A lovely lunch with my long-term RA’s parents, sister, and brother-in-law at a hotel buffet with — to the kids’ delight — a chocolate fondue waterfall of sorts. Everything else became appetizers to the altar. Jiyeon’s Dad is an avid snow boarded, skier, and hiker and had spent the New Years afternoon and evening till midnight skiing. His wife had joined his trips when younger but when he began to snowboard she found herself left behind and prefers to stay home for quieter fare. In the few days since, Jiyeon has been offered an academic job in the U.S. and I am so happy for all of them. Crazily, I asked Jiyeon if I could offer her a spring RAship in Seoul and she obliged (so she will come soon). I am terribly spoiled, what with Q-ho “the great” (he has done everything from detective work — finding old friends — to bringing rice for our family from his hometown; I hope I can return the favors into the future) who has eased all of our transitions here (he is one of Haejoang’s students) and Jiyeon soon to come.

A dinner here of 5 (!!) anthropologists of Korea (So Jin, Erica Vogel (studying Peruvians here), Seo Young Park studying the Tongdaemun market (women, time, production), and that was how I was able to see Laura Nelson again and it was so much fun). I know of 6 people doing anthropological (or kindred) research here so we will meet monthly. Also met and old friend of an old friend who is studying gaming in Korea and has a fabulous blog on things-internet: (for the academically inclined I recommend her most recent co-authored publication that explains South Korea’s uniqueness for resisting (Japanese) console-based (e.g., the Wii) gaming and instead doing internet-based games, often at the ubiquitous so-called PC-bang (i.e., rooms)). And when Florence came over, so did John Cho (one of my students who is still field-working here) and Hae Yeon Choo who I met at the Monterey SSRC (first) Korea Workshop last summer and is studying Filipina laborers, sex workers, and brides (she is happy to have me visit her in the field which would be very special for me).

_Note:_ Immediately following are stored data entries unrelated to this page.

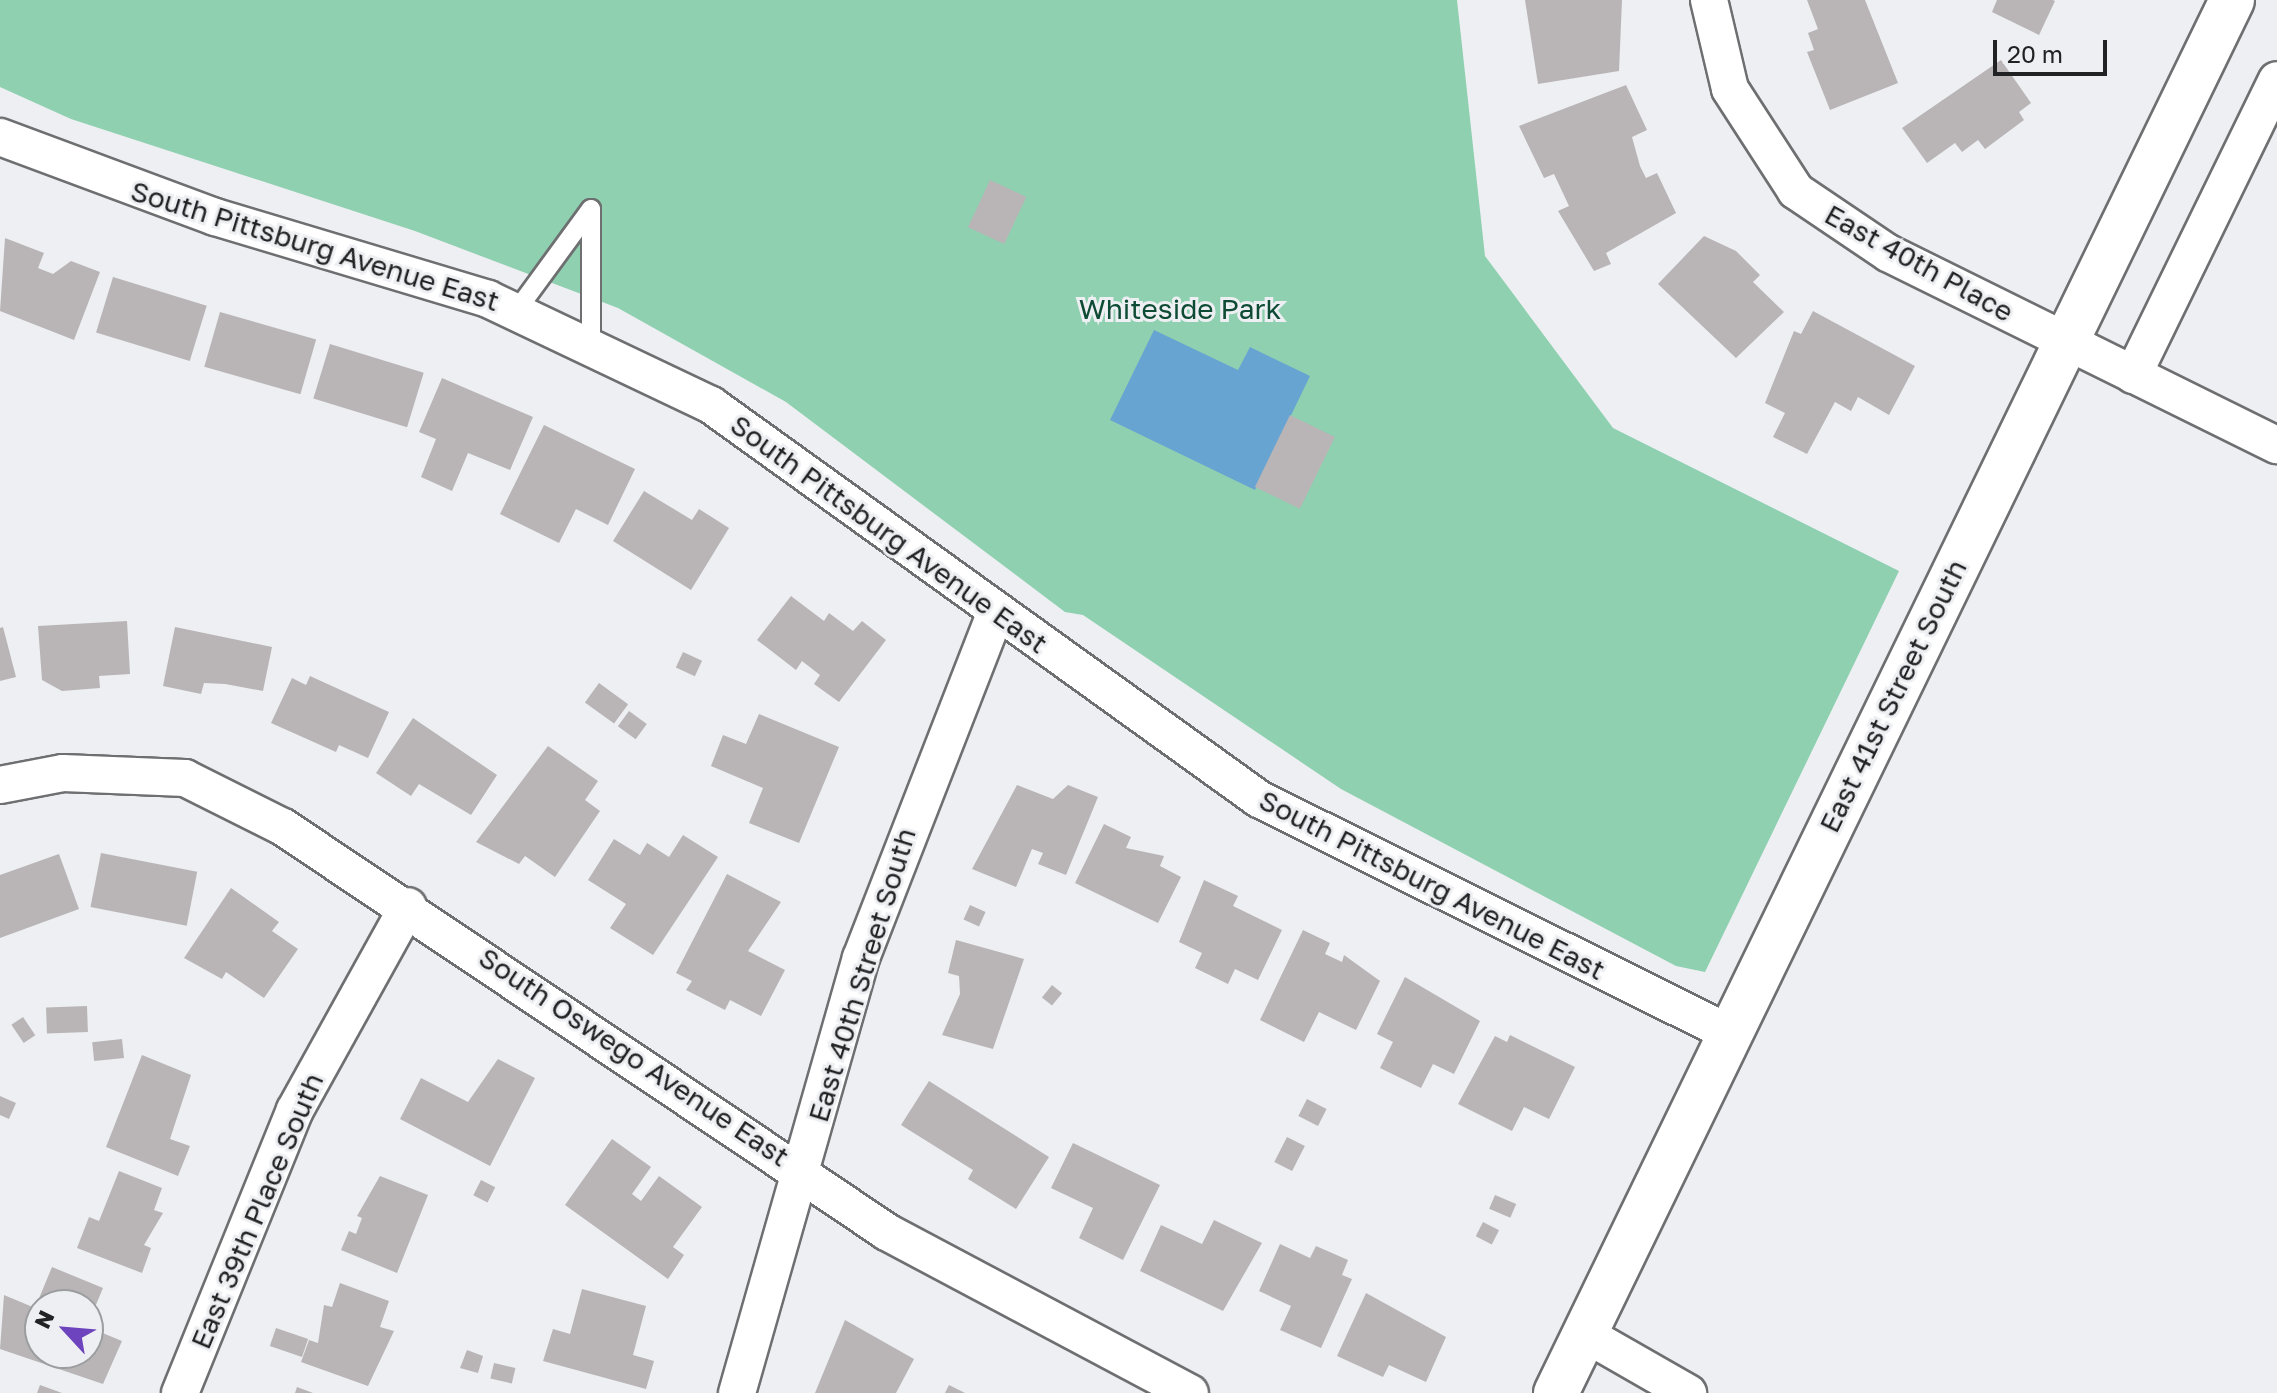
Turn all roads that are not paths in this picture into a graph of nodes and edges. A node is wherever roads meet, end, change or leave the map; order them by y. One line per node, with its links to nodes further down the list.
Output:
1 (1709, 0): 6 (street, East 40th Place)
2 (2232, 0): 6 (main road, East 41st Street South)
3 (2277, 80): 8 (street)
4 (0, 137): 5 (street, South Pittsburg Avenue East)
5 (517, 310): 7 (street, South Pittsburg Avenue East); 7 (lane)
6 (2064, 341): 8 (street); 13 (main road, East 41st Street South)
7 (591, 343): 10 (street, South Pittsburg Avenue East)
8 (2133, 375): 9 (street)
9 (2277, 445)
10 (996, 611): 13 (street, South Pittsburg Avenue East); 14 (street, East 40th Street South)
11 (0, 785): 12 (street, South Oswego Avenue East)
12 (408, 906): 14 (street, South Oswego Avenue East); 16 (street, East 39th Place South)
13 (1731, 1034): 15 (main road, East 41st Street South)
14 (804, 1172): 17 (street, East 40th Street South); 18 (street, South Oswego Avenue East)
15 (1585, 1334): 19 (main road, East 41st Street South); 20 (street)
16 (180, 1393)
17 (737, 1393)
18 (1190, 1393)
19 (1556, 1393)
20 (1688, 1393)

A lovely dinner hosted by Yang Han-sun, a former student who just landed a tenure-track job and was kind enough to feel compelled to take a group of Illinois-anthro folks (me, So Jin, Soo Jung, John, Josie, and Hye-young) out to a delicious dinner. Those of us with kids shared the woes (and joys) of child-rearing. As is so often the case, folks in Seoul don’t see one another (what with busy lives, and in a crowded city) so my visit prompted their reunion (again!). But I missed the Hapkido exhibition at which all three kids punched pieces of balsa wood (to split it) and apparently succeeded. By the time I left the studio, Isaac was being coddled by a big group of older boys and the girls were ensconced in a group of slightly older teens who each of whom was communicating with hand motions to say that all of the others in the group were nuts. I could see friendships in the making. The kids are continuing their Korean with Yon-mi downstairs and by now the girls can read han’gul and say interesting things like “parking lot” and “subway.” And Kay (Kayoun) who taught them in preschool at home and is just back from finishing her Ed PhD has found the kids another lovely teacher who can spend some hours here. This is music to my ears because these are long weeks with little child care!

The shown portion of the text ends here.